Choosing an implementation approach

There are a few ways I could have built an automation, and my original intention was to use either Azure Logic Apps or Power Automate Flow and integrate into PowerPoint online in Microsoft 365. Unfortunately, it turns out there is no native PowerPoint online connector which means this approach became a no-go!

In the absence of this integration capability, I decided to turn to a code-based solution because I know there are many ways to generate Office documents through SDKs that implement the Office Open XML File Formats standard (ECMA-376).

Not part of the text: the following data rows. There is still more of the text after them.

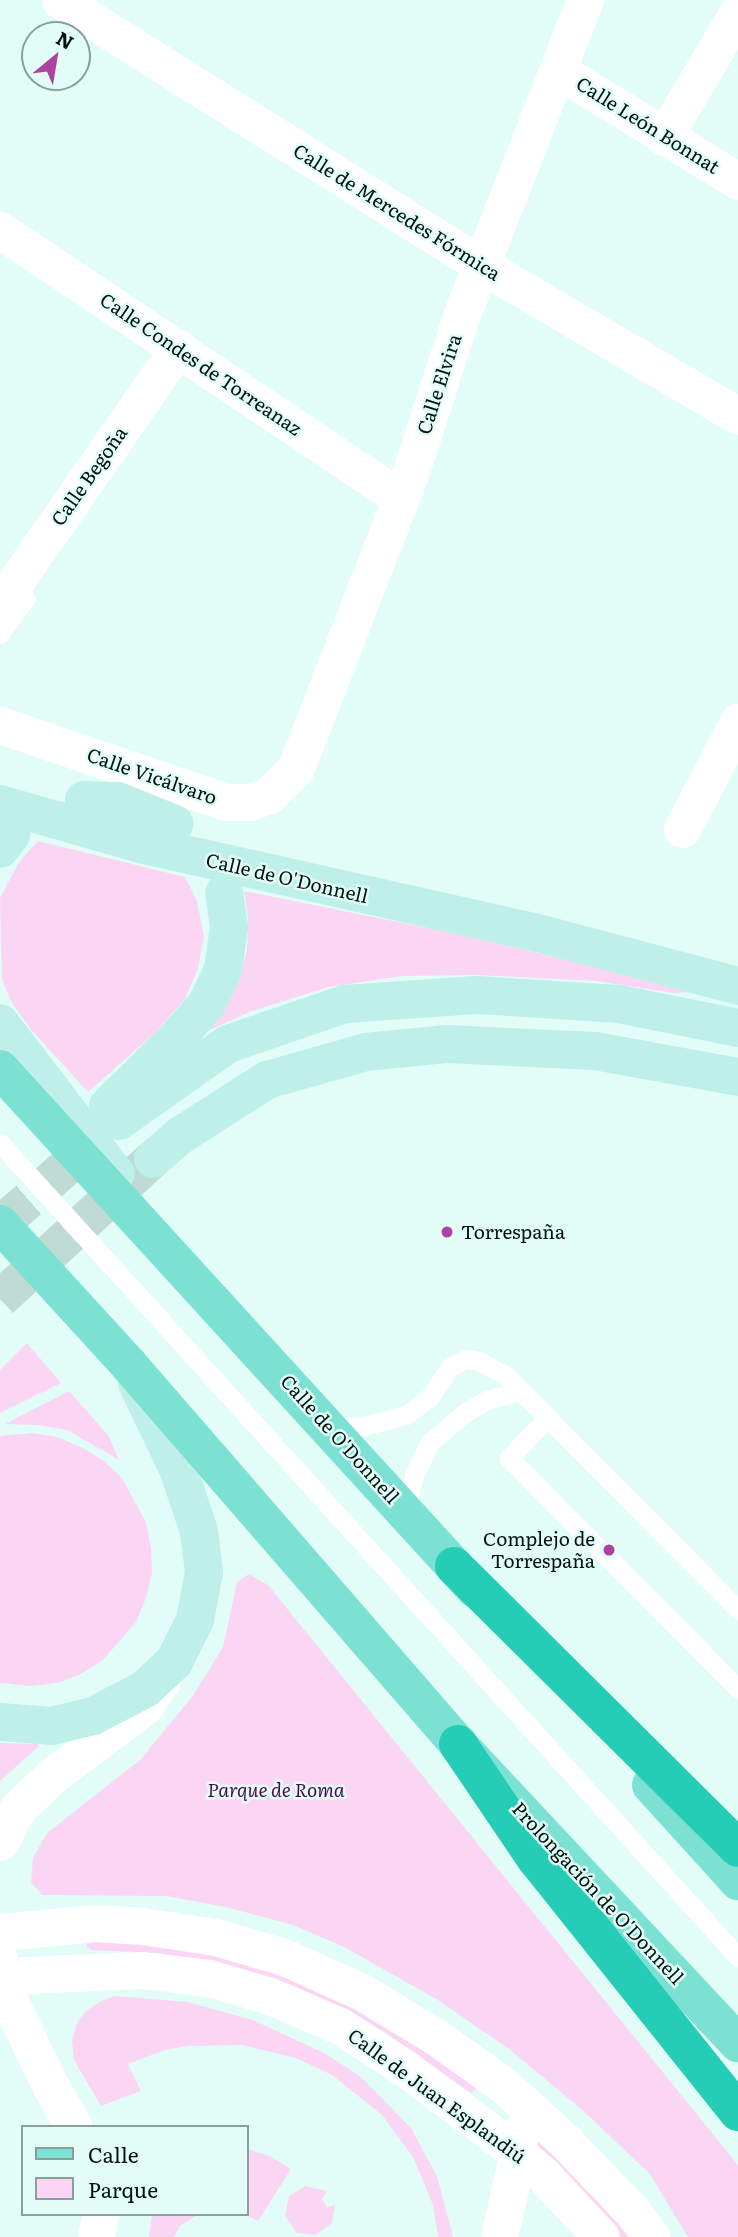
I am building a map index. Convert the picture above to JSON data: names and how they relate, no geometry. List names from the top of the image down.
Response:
{
  "streets": {
    "main road": ["Calle de O'Donnell", "Prolongación de O'Donnell"],
    "street": [
      "Calle León Bonnat",
      "Calle de Mercedes Fórmica",
      "Calle Condes de Torreanaz",
      "Calle Elvira",
      "Calle Begoña",
      "Calle Vicálvaro",
      "Calle de Juan Esplandiú"
    ]
  },
  "crossings": [
    ["Calle León Bonnat", "Calle Elvira"],
    ["Calle de Mercedes Fórmica", "Calle Elvira"],
    ["Calle Condes de Torreanaz", "Calle Elvira"],
    ["Calle Condes de Torreanaz", "Calle Begoña"],
    ["Calle Elvira", "Calle Vicálvaro"]
  ],
  "parks": ["Parque de Roma"],
  "places": ["Torrespaña", "Complejo de Torrespaña"],
  "legend": ["Calle", "Parque"],
  "north": "top right"
}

One of the reasons I also looked at Logic Apps or Power Automate was their serverless pay-on-execution model. Keeping this in mind I turned to my trusty friend, Azure Functions. At this stage the no-brainer for me as a long-term C# developer would have been to implement a .NET-based Function, but as I’ve said a few times before, I’m wanting to push my skills to cover other languages, so I thought I’d have a go with Python.

Azure Functions + Python = ❤️

It turns out there is an excellent PowerPoint library for Python called python-pptx that has everything I needed, and I found a great blog and sample from Matthew Wimberly that had what I needed to read and parse an RSS feed. Now I had these two elements I needed a little bit of Functions magic to tie it together and provide a simple HTTP API I could use to generate my presentation.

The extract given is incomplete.